Allah yolunda cihat bu tür şeylerle ne telafi edilebilir ve ne de mukayese götürür. Allah teala şöyle buyurur: Allah müminlerden, mallarını ve canlarını, kendilerine (verilecek) cennet karşılığında satın almıştır. Çünkü onlar Allah yolunda savaşırlar, öldürürler, ölürler. Yüce Allah yolunda cihat için var olan ve Allah teala O’nun yolunda canını ve malını eline alan ve sunanlara verdiği mükafat cennettir, rızasıdır. Bizim eliminde olan şeyler, ister sözlü şükran, ister pratik şükran, ister nişanlarımız, ister verdiğimiz dereceler, sade maddi dünya hesapları ile kayda değerdir, yoksa manevi ve ilahi hesaplarla mukayese bile edilemez.

İslam İnkılabı Lideri Ayetullah Hamanei şöyle devam etti:

Hamd olsun sizler hepiniz büyük mücadele verdiniz.
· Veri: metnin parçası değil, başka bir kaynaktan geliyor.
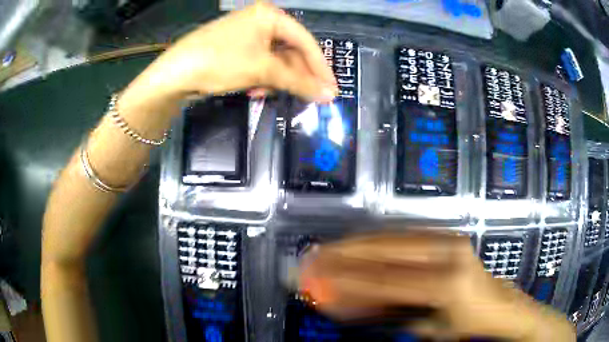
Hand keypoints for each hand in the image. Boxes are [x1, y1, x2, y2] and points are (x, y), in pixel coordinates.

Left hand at [119, 3, 336, 115]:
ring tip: (268, 94)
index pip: (305, 41)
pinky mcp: (236, 49)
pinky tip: (254, 90)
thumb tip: (329, 95)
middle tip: (309, 97)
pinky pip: (259, 64)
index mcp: (270, 15)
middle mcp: (260, 21)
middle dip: (296, 76)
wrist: (175, 73)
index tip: (332, 89)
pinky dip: (261, 78)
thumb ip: (298, 81)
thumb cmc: (221, 61)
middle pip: (290, 51)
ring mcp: (247, 35)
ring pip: (274, 60)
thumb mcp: (262, 70)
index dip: (320, 67)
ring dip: (275, 80)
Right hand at [299, 232, 574, 340]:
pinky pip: (404, 236)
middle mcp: (446, 252)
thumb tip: (346, 302)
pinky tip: (356, 248)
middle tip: (310, 257)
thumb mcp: (426, 329)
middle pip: (384, 249)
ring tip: (325, 252)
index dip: (343, 277)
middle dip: (342, 253)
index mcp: (444, 282)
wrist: (500, 308)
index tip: (312, 275)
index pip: (381, 279)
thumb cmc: (465, 327)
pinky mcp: (447, 236)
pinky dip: (375, 244)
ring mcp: (448, 239)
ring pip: (391, 237)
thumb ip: (387, 313)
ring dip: (355, 246)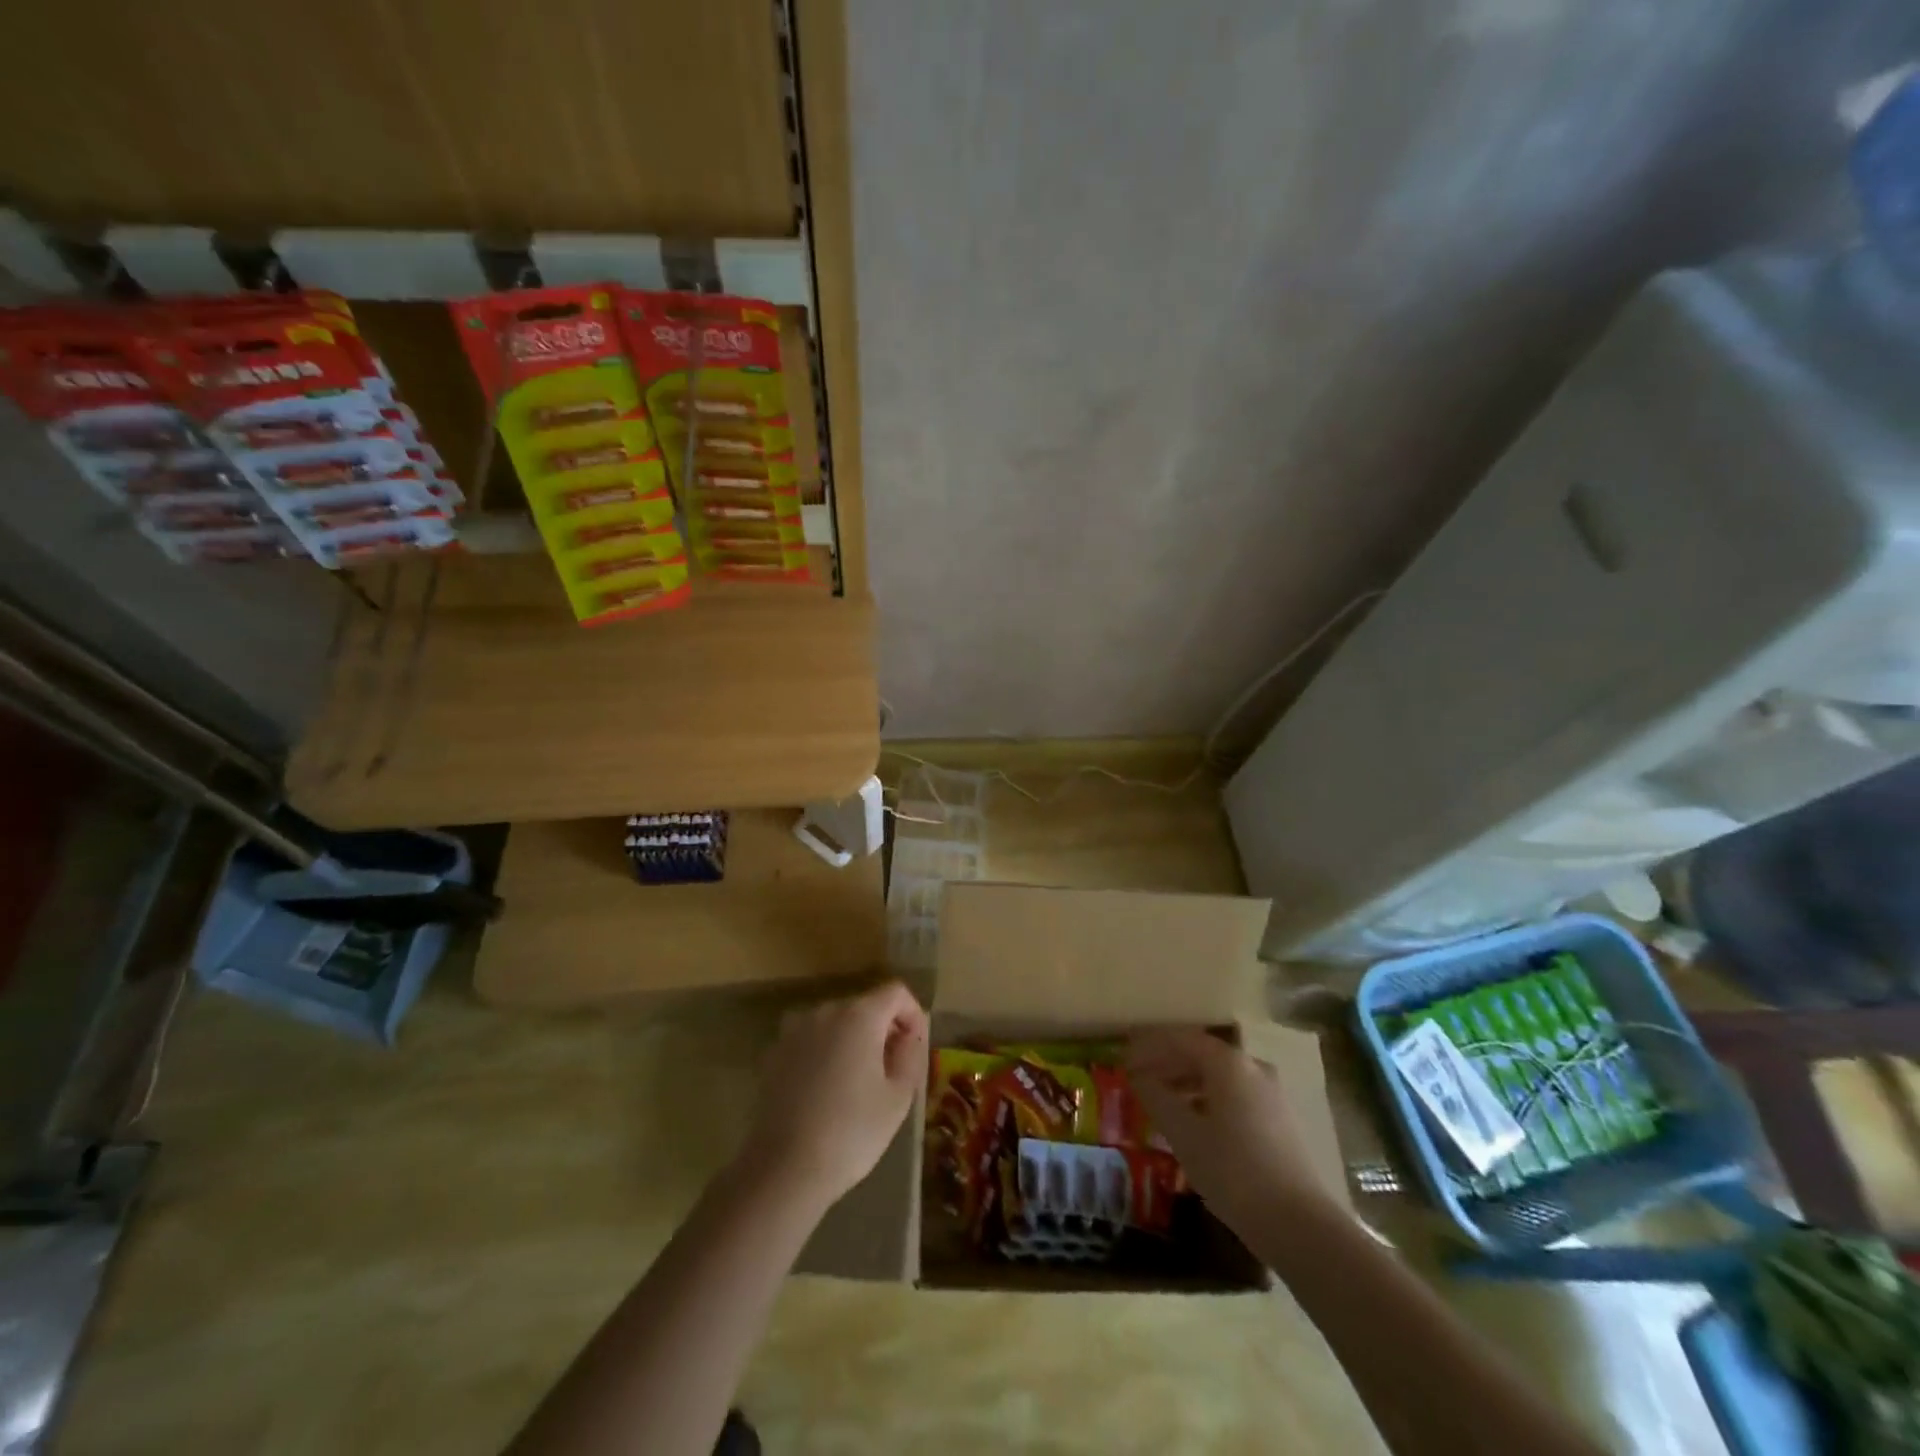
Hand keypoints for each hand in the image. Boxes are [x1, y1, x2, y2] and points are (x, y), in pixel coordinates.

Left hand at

Hamd olsun Allah teala şu sevgili kardeşimiz sayın Süleymani’ye tevfik nasip etti. Süleymani kardeşimiz defalarca, defalarca ve defalarca düşman saldırısına karşı canını koydu, Allah yolunda, Allah için ve ilahi ihlasla ve mücadele etti. İnşaallah yüce Allah da ona mükafatını verir ve faziletini arttırır ve saadetli yaşamını ve sonunu şehadetle taçlandırır, ama şimdi değil, İslam Cumhuriyeti daha uzun yıllar onunla işi vardır, ama sonu inşaallah şehadet olsun diyoruz. İnşaallah mübarek olsun.

Serdar Hac Kasım Süleymani acayip bir kişiliğe sahipti; mihriban, şefkatli, kararlı, yufka yürekli, yılmaz, titiz, disiplinli, cömert, arif, mücahit, alim, öğretmen, taktik ve stratejiyi bilen, velayet ekseninde halkçı, siyaseti bilen ama ondan kaçan bir şahsiyetti.

Hac Kasım Süleymani’nin şehadet haberi bir dünyayı yasa boğdu. Serdar Süleymani’nin şehadeti, İslam İnkılabı Lideri Ayetullah Hamanei onun mateminde Emirülmüminin Ali’nin -s- Malik Eşter’in yasında büyük üzüntü ile buyurduklarının renginde yayımladığı mesajda olduğu gibi gerçekleşti.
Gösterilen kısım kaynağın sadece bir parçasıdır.